The world’s electricity is going to increasingly come from renewable sources, with the latest report from GlobalData suggesting that renewables will account for 40% of the global power mix by 2030.
As the world works towards the goals set out in the Paris Climate Accords, renewables will play a bigger role in generating electricity. In the past few years, wind and solar farms have proliferated in all corners of the globe, with that pace likely to increase as we aim for net zero.
Earlier this year, the International Energy Agency revealed that despite the economic slump caused by the Covid-19 pandemic, 2020 saw the installation of wind and solar power plants grow at the fastest pace in 20 years.
Barbara Monterrubio, Energy Transition Analyst at GlobalData, commented, “2020 was a decisive year in the push towards renewable technologies. Now, renewables will lead the power mix from 2024, overtaking coal-fired power generation.”
A mixed picture globally
Despite GlobalData being confident that renewables will generate 40% of the global need for electricity, the company believes that some regions will move faster than others. In fact, it suggests that Europe will see renewables generate 50% of its electricity demand by 2030, while North America will see renewables contribute just under 40% by the same period.
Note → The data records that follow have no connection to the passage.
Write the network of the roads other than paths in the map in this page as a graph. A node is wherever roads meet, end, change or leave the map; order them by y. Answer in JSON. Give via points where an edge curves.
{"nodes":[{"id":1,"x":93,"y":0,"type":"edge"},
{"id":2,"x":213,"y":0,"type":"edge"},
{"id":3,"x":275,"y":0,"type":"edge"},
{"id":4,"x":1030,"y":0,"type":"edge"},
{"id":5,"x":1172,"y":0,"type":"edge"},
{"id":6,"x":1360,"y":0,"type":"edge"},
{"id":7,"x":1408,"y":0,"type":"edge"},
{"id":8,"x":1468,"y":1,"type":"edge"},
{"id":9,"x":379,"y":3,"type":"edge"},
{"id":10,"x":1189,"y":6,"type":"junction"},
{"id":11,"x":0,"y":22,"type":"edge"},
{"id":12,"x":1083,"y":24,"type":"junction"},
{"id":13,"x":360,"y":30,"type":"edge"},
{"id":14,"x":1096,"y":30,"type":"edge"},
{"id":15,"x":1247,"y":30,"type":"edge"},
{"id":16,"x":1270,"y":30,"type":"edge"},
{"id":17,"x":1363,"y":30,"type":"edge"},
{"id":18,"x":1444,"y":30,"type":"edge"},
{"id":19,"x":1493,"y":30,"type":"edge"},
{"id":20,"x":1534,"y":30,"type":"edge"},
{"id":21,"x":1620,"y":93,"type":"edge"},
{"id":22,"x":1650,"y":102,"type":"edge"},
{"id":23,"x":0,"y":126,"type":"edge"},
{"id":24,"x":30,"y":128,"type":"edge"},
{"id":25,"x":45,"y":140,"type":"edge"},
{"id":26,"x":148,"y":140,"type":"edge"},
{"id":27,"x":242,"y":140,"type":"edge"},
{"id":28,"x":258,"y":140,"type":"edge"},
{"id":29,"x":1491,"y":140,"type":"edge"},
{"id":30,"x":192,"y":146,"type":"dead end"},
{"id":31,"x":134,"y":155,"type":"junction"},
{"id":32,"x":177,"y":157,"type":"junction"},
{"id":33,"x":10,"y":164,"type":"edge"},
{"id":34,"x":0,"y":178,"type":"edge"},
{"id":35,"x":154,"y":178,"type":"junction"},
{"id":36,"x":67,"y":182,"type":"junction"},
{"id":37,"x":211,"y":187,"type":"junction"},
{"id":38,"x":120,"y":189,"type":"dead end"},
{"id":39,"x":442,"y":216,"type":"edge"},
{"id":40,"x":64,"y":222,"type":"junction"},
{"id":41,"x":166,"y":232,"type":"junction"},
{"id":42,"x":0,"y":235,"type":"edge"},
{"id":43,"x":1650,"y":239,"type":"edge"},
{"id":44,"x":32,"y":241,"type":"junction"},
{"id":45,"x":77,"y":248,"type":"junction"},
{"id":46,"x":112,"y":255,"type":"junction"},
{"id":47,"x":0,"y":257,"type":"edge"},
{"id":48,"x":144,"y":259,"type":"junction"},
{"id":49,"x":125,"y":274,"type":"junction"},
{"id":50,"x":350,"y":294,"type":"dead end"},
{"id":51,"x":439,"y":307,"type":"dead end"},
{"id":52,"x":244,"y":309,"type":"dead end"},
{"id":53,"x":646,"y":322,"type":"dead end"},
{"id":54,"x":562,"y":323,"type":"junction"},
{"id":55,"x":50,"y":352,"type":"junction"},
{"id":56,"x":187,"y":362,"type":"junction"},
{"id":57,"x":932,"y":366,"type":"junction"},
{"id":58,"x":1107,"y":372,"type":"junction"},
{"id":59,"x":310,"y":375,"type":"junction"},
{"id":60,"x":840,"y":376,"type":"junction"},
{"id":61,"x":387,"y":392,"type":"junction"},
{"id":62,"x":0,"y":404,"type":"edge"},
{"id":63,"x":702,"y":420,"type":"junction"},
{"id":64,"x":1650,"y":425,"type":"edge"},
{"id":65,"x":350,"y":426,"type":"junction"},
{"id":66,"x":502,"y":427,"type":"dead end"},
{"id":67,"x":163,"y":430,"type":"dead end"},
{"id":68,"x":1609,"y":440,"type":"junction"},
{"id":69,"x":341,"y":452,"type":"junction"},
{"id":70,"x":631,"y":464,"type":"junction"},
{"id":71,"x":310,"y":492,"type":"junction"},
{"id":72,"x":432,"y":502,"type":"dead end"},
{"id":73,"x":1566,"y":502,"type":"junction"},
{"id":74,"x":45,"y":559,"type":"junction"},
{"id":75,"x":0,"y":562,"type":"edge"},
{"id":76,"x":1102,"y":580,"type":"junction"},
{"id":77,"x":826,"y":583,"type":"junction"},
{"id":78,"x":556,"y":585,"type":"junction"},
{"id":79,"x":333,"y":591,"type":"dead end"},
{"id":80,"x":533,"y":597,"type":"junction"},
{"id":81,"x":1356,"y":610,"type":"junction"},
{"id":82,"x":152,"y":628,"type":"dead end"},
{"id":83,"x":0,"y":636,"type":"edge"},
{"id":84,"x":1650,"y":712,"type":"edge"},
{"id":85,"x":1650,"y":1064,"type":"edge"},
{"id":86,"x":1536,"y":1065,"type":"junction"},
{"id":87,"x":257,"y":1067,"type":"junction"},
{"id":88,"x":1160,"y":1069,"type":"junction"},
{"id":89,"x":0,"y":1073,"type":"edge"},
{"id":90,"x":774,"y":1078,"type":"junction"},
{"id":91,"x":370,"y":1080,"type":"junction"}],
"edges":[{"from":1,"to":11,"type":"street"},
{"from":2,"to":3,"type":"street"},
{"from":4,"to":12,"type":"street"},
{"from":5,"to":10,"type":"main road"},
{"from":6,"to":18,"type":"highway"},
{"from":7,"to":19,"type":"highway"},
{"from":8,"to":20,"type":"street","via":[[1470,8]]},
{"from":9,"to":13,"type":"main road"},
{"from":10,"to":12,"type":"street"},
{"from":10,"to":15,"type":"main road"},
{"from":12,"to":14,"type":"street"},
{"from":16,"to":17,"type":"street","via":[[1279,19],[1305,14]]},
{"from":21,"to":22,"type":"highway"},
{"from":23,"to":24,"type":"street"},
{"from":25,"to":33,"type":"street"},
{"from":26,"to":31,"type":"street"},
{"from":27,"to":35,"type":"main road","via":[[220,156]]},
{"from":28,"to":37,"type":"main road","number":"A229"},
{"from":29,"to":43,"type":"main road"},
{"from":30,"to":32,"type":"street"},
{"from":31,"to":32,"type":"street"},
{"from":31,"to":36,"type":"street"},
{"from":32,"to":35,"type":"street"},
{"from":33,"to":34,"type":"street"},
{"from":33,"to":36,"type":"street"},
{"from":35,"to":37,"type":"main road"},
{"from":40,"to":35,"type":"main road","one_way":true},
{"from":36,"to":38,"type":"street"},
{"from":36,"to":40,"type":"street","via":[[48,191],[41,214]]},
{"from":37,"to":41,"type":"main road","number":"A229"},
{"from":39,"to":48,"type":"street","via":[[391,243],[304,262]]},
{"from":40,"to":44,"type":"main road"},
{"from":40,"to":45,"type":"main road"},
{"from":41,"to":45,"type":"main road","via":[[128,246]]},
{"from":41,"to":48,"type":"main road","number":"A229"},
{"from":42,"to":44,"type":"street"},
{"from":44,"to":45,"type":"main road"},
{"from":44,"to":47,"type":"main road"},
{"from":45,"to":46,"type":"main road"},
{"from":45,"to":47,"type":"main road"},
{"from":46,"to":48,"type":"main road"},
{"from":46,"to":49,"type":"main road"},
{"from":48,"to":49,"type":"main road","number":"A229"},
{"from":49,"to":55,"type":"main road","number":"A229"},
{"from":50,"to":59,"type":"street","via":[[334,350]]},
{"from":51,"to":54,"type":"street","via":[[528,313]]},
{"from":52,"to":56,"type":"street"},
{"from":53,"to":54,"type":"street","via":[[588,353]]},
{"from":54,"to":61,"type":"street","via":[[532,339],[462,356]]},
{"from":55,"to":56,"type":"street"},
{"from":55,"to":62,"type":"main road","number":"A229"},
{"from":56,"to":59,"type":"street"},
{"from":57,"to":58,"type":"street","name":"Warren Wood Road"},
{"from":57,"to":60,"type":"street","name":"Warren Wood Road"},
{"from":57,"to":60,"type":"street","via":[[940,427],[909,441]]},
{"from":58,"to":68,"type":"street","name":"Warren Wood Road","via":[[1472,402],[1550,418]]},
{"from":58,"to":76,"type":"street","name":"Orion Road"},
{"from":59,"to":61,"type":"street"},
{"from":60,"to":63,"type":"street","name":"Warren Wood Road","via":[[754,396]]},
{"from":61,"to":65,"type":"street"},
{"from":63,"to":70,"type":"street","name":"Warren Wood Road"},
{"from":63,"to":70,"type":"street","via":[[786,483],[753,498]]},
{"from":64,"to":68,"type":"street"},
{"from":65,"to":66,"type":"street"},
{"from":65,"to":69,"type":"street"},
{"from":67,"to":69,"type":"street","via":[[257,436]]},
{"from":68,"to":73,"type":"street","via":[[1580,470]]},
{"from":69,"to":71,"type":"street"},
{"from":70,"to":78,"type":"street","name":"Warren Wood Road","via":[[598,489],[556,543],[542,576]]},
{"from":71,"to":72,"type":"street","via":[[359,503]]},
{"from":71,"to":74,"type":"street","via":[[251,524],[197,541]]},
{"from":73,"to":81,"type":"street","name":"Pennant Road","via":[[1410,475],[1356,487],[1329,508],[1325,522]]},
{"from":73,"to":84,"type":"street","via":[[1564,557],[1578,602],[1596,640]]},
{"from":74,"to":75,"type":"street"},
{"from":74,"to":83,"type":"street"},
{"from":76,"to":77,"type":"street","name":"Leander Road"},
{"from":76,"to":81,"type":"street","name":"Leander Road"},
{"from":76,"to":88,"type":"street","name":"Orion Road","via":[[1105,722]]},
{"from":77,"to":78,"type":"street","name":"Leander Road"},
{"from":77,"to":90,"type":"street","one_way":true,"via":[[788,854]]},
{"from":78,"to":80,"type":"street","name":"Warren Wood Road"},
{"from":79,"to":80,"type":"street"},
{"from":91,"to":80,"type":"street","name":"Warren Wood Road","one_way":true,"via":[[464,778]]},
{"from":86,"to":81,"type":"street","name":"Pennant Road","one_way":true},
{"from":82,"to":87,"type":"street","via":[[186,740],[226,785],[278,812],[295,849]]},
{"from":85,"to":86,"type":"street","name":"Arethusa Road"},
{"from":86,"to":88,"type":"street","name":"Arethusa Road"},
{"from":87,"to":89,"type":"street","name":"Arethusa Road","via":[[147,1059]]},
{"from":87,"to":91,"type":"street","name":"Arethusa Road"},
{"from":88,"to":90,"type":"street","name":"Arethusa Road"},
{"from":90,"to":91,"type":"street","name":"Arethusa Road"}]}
Monterrubio continued, “Rapid demand growth in the APAC region means that coal and gas is currently set to increase over the decade, with fossil-fuel generation retaining over a 50% share of the mix. However, clean technologies will continue to increase generation, wind and solar power in particular. This will impact the energy mix both in APAC and the Americas regions”.
While GlobalData hasn’t shared any specifics regarding the UK, there is already a target that the UK Government is aiming for by 2030 – in which wind energy will power every home. That goal is relying on new technology, such as floating wind farms, but so is GlobalData’s report.
In fact, it notes that as part of the energy transition path, the development of particularly disruptive technologies such as hydrogen, carbon capture storage (CCS), energy storage and digitalisation will reshape the market.
Monterrubio noted, “While hydrogen is seen as a way to cut emissions across industries, green hydrogen plants are at a nascent stage. Most projects are still in the ‘feasibility’ stage, targeting multiple sectors such as transportation and industry alongside refining and chemicals sectors.
“The pace at which these areas have evolved in the last year is exponential, and the continued need of elements that can secure carbon emissions reduction, balance renewables intermittence within the system and smart systems monitoring will help maintain this trend.”